Whether the patient is sufficiently informed pertains to the what, the how, and who of a proposed medical procedure. Surely this does not necessitate conveying all information – this is not possible – but information directly germane to the patient’s decision-making is required. Moreover, it is vitally important to bear in mind that properly informing a patient of the procedure, rationale, risks, benefits, and reasonable options means that the informing is not simply content-driven. In their illuminating Rethinking Informed Consent in Bioethics, philosophers Neil Manson and Onora O’Neill underscore the original meaning behind “to inform” — to give form and shape, as in sculpting (35). Informing, therefore, is not merely a matter of transmitting content, but unavoidably involves process and context. The authors carefully discuss how information solely as content rests upon a strict mathematical, misguided model of information and communication, and this conduit model of the physician simply delivering information as data is incomplete.

Disclosure as strictly content distorts both information and communication since it obscures context, assumed norms, claims, and inferences. Manson and O’Neill examine the process of disclosure linguistically as consisting in speech acts, more especially truth claims. In applying all this to Lyme disease, consider treating patients bitten by a tick and possibly having the disease. Examples of truth claims would be “You may have Lyme disease,” “One sure sign of the disease is a small circle with a bulls-eye,” “Our standard way of treating the disease is to give you a 10-14 day regimen of antibiotics,” “This should be enough to prevent the disease from spreading.”

Here is where context is crucial. For the patient, and each patient is unique, truth claims like these are meaningful within the framework of his or her desires, beliefs, values, and expectations. To properly inform the patient, the claims in themselves must be both true (accurate) and truthful (honest). And being honest demands that one avoids being evasive. Even if the information is accurate, information can still be evasive, therefore dishonest.

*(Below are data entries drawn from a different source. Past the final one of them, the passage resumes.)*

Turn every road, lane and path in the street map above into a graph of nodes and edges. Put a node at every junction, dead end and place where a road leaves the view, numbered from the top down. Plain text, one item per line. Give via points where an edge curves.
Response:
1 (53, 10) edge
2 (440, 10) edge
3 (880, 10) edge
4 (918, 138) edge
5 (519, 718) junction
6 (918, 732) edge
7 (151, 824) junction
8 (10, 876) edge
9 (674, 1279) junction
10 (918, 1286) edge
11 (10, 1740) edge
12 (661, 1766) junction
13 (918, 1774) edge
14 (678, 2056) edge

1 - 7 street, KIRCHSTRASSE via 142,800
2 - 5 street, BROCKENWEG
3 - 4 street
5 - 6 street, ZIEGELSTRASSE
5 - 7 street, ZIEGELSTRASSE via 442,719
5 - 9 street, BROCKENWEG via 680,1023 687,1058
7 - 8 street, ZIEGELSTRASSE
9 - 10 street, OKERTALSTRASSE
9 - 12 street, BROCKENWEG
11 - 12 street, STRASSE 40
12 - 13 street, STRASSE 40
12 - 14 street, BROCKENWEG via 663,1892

To repeat, truth claims in the disclosure process must be both accurate and honest. If not, then there are no legitimate grounds for consent, since informed consent only makes sense if one is so informed. All this revives ways of re-examining the complex interactive dynamic of informed consent. Regarding Lyme disease, informing patients of the standard diagnosis and treatment protocol without acknowledging the unmistakable controversy over diagnosis and treatment and precluding any information as to alternative treatments offers accurate information to a degree, but remains evasive, untruthful, and therefore constitutes no ground for consent.

The patient is the center of moral concern in healthcare. Shifting the center of interest to other stakeholders violates patient’s personhood, dignity, well-being, and autonomy. Consider three fundamental questions when patients seek treatment. First, what is wrong? What is the condition from which the patient suffers? Next, what can be done about it? Third, what should be done about it? This latter reflects the patient’s own value systems and moral priorities. It ought to be the patient herself who decides this. As for the first two questions, they remain in the realm of medical expertise, and it is the physician who must address them. Given the clear controversy surrounding Lyme disease, it is imperative that physicians be honest with their patients to convey the complexity as well as possible and reasonable treatment options. Anything short violates the sacred covenantal relation between doctor and patient.